Several hundred projects in the city of Los Angeles halted by the death of redevelopment agencies will move forward anyway, apparently giving them a reprieve, at least for now.

The state’s Department of Finance, which is deciding the fate of thousands of such development projects across California, has approved $318 million in payments to the city through the end of the year.

Among the prominent projects receiving money is the proposed CleanTech Manufacturing site downtown, slated to receive at least $13 million; a Grand Avenue mixed-use project by Related Cos., which will receive $6 million; and billionaire Eli Broad’s planned Grand Avenue art museum, which will receive $8 million.

The decision by finance officials was welcomed by local developers and L.A. officials. It stands in marked contrast to the disappointment felt last week by Glendale, Pasadena and several other cities when a Sacramento Superior Court judge refused to bar the state from taking millions of dollars of redevelopment funds.
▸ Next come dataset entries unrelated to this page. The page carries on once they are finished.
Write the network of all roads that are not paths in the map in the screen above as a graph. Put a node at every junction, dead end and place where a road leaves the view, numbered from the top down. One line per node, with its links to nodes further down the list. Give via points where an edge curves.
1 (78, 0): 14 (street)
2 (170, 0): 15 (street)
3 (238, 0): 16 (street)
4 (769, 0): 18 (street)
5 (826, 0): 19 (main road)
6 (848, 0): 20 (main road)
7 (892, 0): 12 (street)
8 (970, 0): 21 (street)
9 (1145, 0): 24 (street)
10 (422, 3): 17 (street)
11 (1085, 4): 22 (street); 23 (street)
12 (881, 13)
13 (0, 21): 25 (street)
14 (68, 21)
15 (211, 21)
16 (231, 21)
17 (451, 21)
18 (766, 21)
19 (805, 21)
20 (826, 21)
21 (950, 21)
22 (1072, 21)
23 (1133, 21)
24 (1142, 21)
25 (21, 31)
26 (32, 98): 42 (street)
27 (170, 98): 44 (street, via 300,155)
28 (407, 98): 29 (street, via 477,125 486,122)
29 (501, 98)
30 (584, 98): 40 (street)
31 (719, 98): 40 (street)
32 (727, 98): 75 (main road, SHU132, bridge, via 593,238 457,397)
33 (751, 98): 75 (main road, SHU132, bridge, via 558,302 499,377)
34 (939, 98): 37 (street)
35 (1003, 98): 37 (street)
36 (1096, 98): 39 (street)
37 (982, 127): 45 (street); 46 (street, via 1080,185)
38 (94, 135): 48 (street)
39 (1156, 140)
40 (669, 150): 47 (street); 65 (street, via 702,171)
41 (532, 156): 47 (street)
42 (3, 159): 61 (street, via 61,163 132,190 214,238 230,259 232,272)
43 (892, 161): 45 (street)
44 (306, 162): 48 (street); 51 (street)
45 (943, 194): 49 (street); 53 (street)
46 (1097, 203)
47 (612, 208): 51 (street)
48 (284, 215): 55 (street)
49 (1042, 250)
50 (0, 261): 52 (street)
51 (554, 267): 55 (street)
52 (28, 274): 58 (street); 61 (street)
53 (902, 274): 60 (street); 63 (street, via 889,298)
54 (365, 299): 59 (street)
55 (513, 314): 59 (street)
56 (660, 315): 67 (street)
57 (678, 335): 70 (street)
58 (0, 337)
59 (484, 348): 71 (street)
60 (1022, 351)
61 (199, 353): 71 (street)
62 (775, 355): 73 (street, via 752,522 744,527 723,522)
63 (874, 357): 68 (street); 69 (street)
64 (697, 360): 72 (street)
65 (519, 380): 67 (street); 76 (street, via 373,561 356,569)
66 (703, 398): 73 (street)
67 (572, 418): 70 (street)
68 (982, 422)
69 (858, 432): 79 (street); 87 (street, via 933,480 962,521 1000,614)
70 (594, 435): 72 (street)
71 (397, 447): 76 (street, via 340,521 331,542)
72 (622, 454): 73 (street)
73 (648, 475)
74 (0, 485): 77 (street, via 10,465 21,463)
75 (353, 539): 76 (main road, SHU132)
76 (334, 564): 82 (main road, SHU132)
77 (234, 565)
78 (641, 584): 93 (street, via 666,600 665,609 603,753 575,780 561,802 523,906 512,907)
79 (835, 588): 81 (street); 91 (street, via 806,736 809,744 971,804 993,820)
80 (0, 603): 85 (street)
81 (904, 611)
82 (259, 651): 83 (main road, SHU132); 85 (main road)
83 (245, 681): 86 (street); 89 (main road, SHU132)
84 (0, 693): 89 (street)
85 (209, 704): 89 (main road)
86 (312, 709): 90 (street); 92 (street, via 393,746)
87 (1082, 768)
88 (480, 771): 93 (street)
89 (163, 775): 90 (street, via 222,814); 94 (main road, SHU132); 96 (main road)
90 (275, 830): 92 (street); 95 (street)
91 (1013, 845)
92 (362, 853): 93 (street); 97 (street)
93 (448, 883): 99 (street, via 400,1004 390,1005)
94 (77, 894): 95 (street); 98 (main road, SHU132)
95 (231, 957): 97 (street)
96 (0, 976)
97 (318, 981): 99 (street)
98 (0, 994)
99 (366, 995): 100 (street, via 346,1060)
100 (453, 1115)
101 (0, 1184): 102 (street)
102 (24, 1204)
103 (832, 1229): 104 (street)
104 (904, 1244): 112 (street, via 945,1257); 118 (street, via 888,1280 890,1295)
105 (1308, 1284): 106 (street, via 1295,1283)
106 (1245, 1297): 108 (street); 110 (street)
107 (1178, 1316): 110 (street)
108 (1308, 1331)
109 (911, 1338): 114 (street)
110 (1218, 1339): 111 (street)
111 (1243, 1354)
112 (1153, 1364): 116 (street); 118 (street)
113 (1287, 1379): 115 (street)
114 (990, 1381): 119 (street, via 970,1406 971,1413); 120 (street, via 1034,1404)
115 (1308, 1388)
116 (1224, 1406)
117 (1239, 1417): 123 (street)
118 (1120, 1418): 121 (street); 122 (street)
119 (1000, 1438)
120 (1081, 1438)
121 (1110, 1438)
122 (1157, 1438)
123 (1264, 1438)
A law last year backed by Gov. Jerry Brown dissolved California’s roughly 400 local redevelopment agencies.

The agencies subsidized local construction projects by keeping some property taxes that normally would have gone to the state, schools and other taxing entities. Brown’s move last year was aimed at taking back some of that money to help balance the state’s budget. However, the finance department is reviewing projects on a case-by-case basis and allowing those that already had entered into firm development agreements to move forward.

It is not clear exactly how many building projects will be saved. But the $318 million Los Angeles is receiving will go toward at least 830 financial obligations, which also include employee salaries and payables as small as $1,500. More than $206 million was approved for obligations incurred between January and June, and an additional $111 million will be paid in installments between July and December.